(Beginning of Records provided)

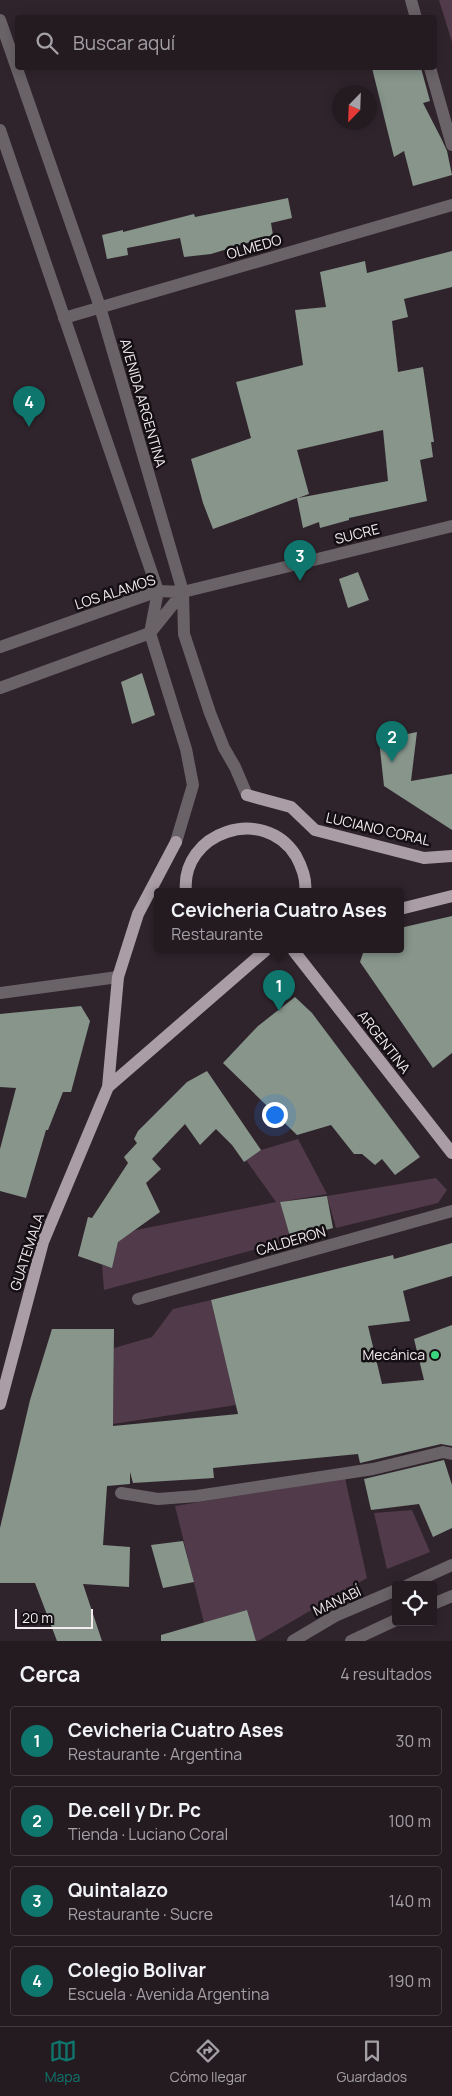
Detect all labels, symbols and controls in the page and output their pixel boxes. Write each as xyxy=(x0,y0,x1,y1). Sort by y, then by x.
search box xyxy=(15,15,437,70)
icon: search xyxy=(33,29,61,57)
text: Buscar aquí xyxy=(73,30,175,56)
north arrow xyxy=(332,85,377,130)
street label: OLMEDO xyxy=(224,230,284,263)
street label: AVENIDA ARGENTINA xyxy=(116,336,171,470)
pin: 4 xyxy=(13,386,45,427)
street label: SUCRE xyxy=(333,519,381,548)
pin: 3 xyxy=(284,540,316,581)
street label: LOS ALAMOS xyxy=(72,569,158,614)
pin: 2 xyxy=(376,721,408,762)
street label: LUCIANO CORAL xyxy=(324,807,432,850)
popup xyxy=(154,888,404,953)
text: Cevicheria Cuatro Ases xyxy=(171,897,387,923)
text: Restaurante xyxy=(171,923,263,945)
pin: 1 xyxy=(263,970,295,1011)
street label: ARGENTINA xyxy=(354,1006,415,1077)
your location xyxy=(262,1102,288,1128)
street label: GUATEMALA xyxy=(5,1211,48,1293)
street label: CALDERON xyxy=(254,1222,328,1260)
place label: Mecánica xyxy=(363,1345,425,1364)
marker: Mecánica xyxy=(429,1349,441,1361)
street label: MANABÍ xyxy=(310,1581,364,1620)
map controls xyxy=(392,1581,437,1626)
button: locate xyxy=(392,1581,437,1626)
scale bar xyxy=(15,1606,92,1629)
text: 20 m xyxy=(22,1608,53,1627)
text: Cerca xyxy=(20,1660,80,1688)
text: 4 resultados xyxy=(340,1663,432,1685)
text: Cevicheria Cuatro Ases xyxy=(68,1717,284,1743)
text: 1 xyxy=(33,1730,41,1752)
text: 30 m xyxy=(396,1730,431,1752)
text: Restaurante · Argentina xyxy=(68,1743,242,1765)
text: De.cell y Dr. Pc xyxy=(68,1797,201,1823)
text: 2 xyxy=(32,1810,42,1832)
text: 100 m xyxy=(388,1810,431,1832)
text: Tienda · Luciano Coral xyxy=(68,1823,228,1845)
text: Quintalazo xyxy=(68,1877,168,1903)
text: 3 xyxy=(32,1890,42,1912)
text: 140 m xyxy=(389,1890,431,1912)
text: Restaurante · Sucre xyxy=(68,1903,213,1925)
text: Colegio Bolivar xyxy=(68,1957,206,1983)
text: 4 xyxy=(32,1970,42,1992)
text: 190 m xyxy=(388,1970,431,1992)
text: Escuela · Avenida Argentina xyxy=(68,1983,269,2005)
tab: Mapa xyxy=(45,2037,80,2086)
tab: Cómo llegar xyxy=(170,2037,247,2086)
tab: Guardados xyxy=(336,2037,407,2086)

(End of Records provided)

Where a line of the records has the string "Restaurante", copy that line.

Response to this exercise:
text: Restaurante xyxy=(171,923,263,945)
text: Restaurante · Argentina xyxy=(68,1743,242,1765)
text: Restaurante · Sucre xyxy=(68,1903,213,1925)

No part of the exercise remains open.